This article introduces a comprehensive model of the market for inventions that examines how both supply-side competition and demand-side competition affect the incentive to invent. Supply-side competition refers to competition among inventors and demand-side competition refers to competition among producers in the downstream product market. The main results are as follows. Competing inventors have greater average expected returns to invention when the downstream market is competitive than when the downstream product market is monopolistic, so downstream competition increases the incentive to invent. A multi-project monopoly inventor has greater incremental expected returns to invention when the downstream market is competitive than when it is monopolistic, so downstream competition again increases the incentive to invent.
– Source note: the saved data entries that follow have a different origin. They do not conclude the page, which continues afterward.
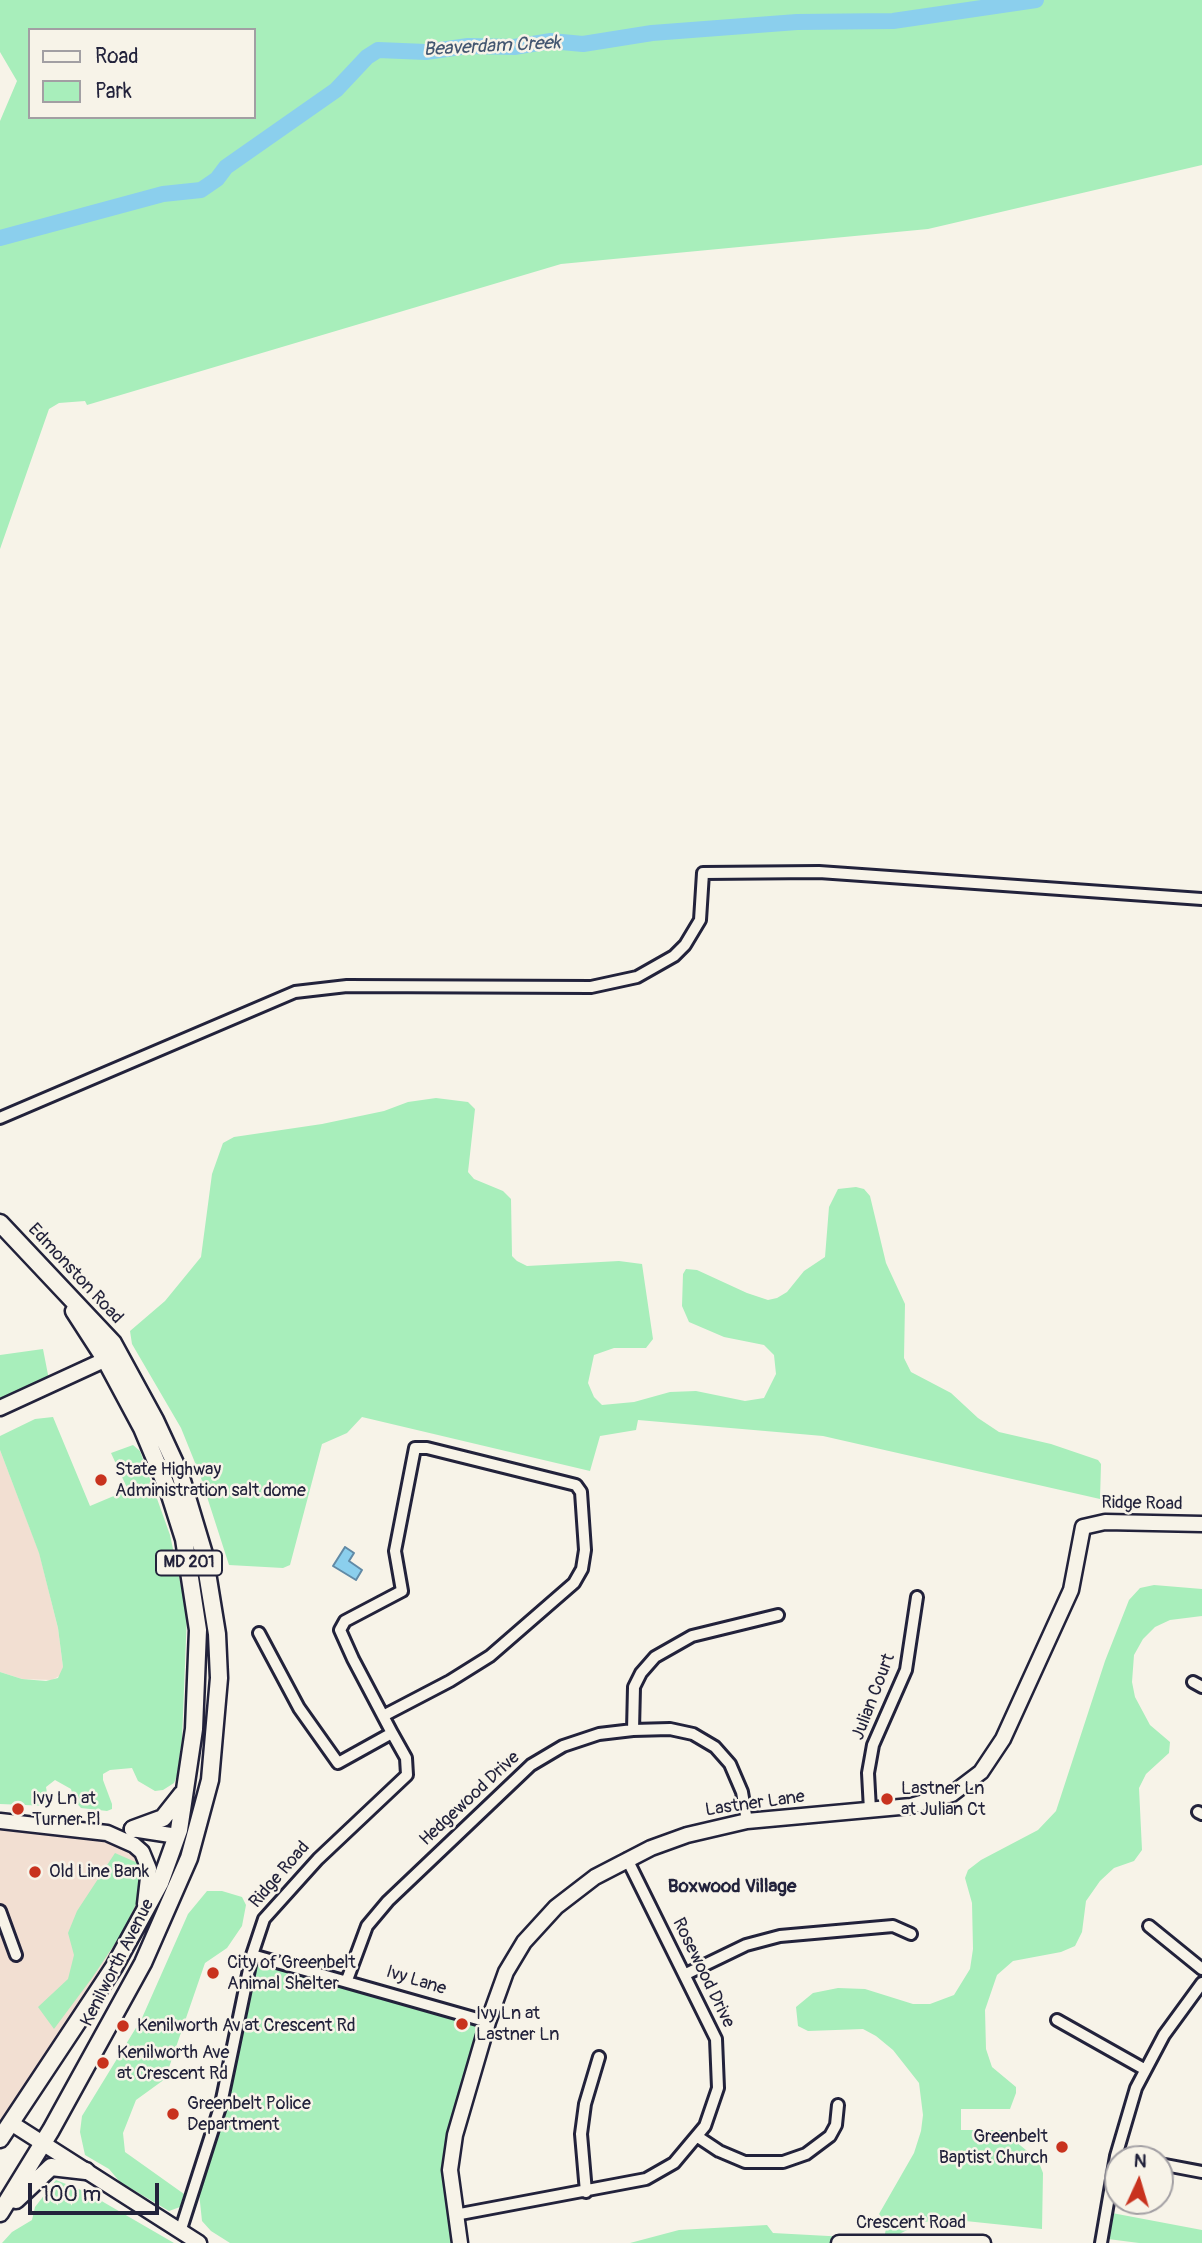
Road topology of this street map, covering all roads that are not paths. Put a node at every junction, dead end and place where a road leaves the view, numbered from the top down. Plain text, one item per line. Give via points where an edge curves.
1 (1202, 900) edge
2 (0, 1118) edge
3 (0, 1224) edge
4 (112, 1356) junction
5 (0, 1408) edge
6 (1202, 1524) edge
7 (1083, 1527) joint
8 (917, 1597) dead end
9 (778, 1615) dead end
10 (259, 1633) dead end
11 (383, 1716) junction
12 (633, 1730) junction
13 (392, 1733) junction
14 (188, 1783) junction
15 (870, 1810) junction
16 (0, 1821) edge
17 (747, 1821) junction
18 (82, 1829) junction
19 (133, 1829) junction
20 (177, 1836) junction
21 (627, 1859) junction
22 (180, 1878) junction
23 (0, 1911) edge
24 (142, 1915) junction
25 (1149, 1926) dead end
26 (911, 1934) dead end
27 (16, 1955) dead end
28 (252, 1955) junction
29 (1202, 1969) edge
30 (686, 1974) junction
31 (347, 1980) junction
32 (1202, 1983) edge
33 (1057, 2020) dead end
34 (488, 2022) junction
35 (599, 2057) dead end
36 (1144, 2069) junction
37 (838, 2105) dead end
38 (11, 2123) junction
39 (698, 2137) junction
40 (0, 2139) edge
41 (43, 2143) junction
42 (1120, 2145) edge
43 (1174, 2167) edge
44 (86, 2171) junction
45 (1202, 2172) edge
46 (586, 2192) junction
47 (0, 2215) edge
48 (1106, 2215) edge
49 (455, 2216) junction
50 (180, 2232) junction
51 (199, 2243) edge
52 (460, 2243) edge
53 (839, 2243) edge
54 (983, 2243) edge
55 (1101, 2243) edge

1 - 2 street via 819,872 703,873 700,920 685,945 637,977 568,988 312,988 273,999
3 - 4 main road, Edmonston Road / MD 201
4 - 5 street
4 - 14 main road, Kenilworth Avenue / MD 201 via 169,1492 192,1580 198,1677
4 - 22 main road, Kenilworth Avenue / MD 201 via 155,1420 187,1493 204,1554 217,1634 218,1711 210,1780 196,1838
6 - 7 street, Ridge Road via 1105,1521
7 - 15 street, Lastner Lane via 1071,1590 992,1759 952,1794
8 - 15 street, Julian Court via 906,1670 873,1745 868,1773
9 - 12 street via 692,1636 655,1657 634,1687
10 - 13 street via 299,1708 338,1763
11 - 11 street via 490,1656 574,1583 585,1550 581,1492 576,1485 415,1448 395,1550 402,1591 345,1621 340,1630
11 - 13 street
12 - 17 street, Hedgewood Drive via 683,1731 715,1747 735,1774
12 - 31 street, Hedgewood Drive via 563,1745 531,1765 375,1915 360,1939
13 - 28 street, Ridge Road via 406,1758 407,1775 275,1906 258,1931
14 - 19 main road via 163,1818
14 - 20 main road, Kenilworth Avenue / MD 201
15 - 17 street, Lastner Lane
16 - 18 street
17 - 21 street, Lastner Lane via 687,1835
18 - 19 street
18 - 24 street via 120,1837 142,1853 150,1876
19 - 20 street
20 - 22 main road via 183,1850
20 - 24 main road, Kenilworth Avenue / MD 201
21 - 30 street, Rosewood Drive
21 - 34 street, Lastner Lane via 570,1895 534,1930 506,1972
22 - 41 main road, Kenilworth Avenue / MD 201 via 143,1963
23 - 27 street
24 - 38 main road, Kenilworth Avenue / MD 201 via 114,1967
25 - 29 street
26 - 30 street via 893,1926 780,1936 746,1945
28 - 31 street, Ivy Lane
28 - 50 street, Ridge Road via 221,2104
30 - 39 street, Rosewood Drive via 719,2052 716,2098
31 - 34 street, Ivy Lane
32 - 36 street
33 - 36 street
34 - 49 street, Lastner Lane via 451,2154
35 - 46 street via 581,2133
36 - 42 street
37 - 39 street via 830,2136 806,2154 783,2162 736,2159
38 - 40 main road, Kenilworth Avenue / MD 201
38 - 41 street
39 - 46 street, Rosewood Drive via 656,2175
41 - 44 street
41 - 47 main road, Kenilworth Avenue / MD 201
43 - 45 street
44 - 47 main road via 60,2166 46,2170
44 - 50 street
46 - 49 street, Rosewood Drive
48 - 55 street
49 - 52 street, Lastner Lane
50 - 51 street
53 - 54 street, Crescent Road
On the supply side, competition among inventors generates more R&D projects than a multi-project monopoly inventor when the demand side of the market for inventions is competitive. The reason for this result is that when the downstream market is competitive, the average expected returns to invention with competition among inventors are greater than the incremental expected returns to invention with a multi-project monopoly inventor. Copyright 2013 The Author 2012. Published by Oxford University Press on behalf of Associazione ICC. All rights reserved., Oxford University Press.

Suggested Citation

  • Daniel F. Spulber, 2013. "Competing inventors and the incentive to invent," Industrial and Corporate Change, Oxford University Press and the Associazione ICC, vol. 22(1), pages 33-72, February.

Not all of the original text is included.